I won't mention the ground wires, but hook them up also or just leave them connected, there won't be any reason to futz with them. If disconnecting a ground wire improves something, that reveals a ground fault problem, which should be fixed.
- Note how everything is connected, not just wires, but how the wires are grouped in cables. Generally you have a Romex cable coming in with a black and white, and sometimes also a red. The red is an alternate "hot".
You will always use hot and neutral as married pairs, except for switch loops. Think of the hots and neutrals as monogamous married couples that socialize in pairs, i.e. Jim's wife only hangs out with John's wife if Jim hangs with John. The grounds are like their kids who all play together.
Disconnect all the wires from the GFCI.
Hook up only 2 wires to the GFCI, the hot and neutral from only one source.

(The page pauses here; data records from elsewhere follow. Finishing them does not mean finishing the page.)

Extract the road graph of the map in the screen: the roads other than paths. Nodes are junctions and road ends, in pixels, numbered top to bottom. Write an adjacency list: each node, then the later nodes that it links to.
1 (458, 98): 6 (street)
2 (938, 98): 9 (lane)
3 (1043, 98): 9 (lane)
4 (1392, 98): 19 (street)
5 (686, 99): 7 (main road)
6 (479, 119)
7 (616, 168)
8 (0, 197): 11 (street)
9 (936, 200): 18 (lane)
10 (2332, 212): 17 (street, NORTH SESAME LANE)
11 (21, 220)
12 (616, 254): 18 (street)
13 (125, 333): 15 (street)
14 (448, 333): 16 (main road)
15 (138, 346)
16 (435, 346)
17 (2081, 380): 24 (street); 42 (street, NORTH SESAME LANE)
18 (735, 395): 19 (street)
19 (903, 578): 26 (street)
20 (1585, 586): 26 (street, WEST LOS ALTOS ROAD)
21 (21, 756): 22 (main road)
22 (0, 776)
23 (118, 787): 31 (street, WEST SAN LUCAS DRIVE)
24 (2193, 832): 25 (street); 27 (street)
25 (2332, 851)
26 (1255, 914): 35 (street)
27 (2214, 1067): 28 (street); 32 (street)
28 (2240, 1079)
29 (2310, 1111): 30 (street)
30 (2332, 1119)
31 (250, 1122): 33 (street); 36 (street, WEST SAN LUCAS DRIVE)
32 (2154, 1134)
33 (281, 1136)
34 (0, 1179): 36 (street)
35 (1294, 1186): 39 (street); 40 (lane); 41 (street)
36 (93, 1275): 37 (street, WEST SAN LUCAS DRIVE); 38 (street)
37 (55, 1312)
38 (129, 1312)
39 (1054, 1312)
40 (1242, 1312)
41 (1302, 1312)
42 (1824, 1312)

Test the GFCI thoroughly. If it does not work perfectly, repeat 2-3 until it does. The goal is to find which of these sets is a reliable power source.
For each of the remaining pairs of wires:
If you don't want that pair of wires to be GFCI protected, pigtail them with the wires now going to the GFCI's LINE inputs. Test the GFCI and the other outlets again. There's no reason this should make the GFCI fail.
Any pairs of wires you DO want protected by the GFCI, attach them to the LOAD output terminals of the GFCI, one set at a time, and run the GFCI through its paces. If attaching any wire pairs causes a GFCI trip, that branch has a problem, and you will not be GFCI protecting it until you solve that problem. (it could be a faulty appliance, that is, after all, what GFCIs detect.)
Once all the wires work, connect them all to the GFCI LOAD terminals, using pigtails unless the GFCI has room to take all the wires on its LOAD terminals.
The key to complex connections to GFCIs is "one step at a time".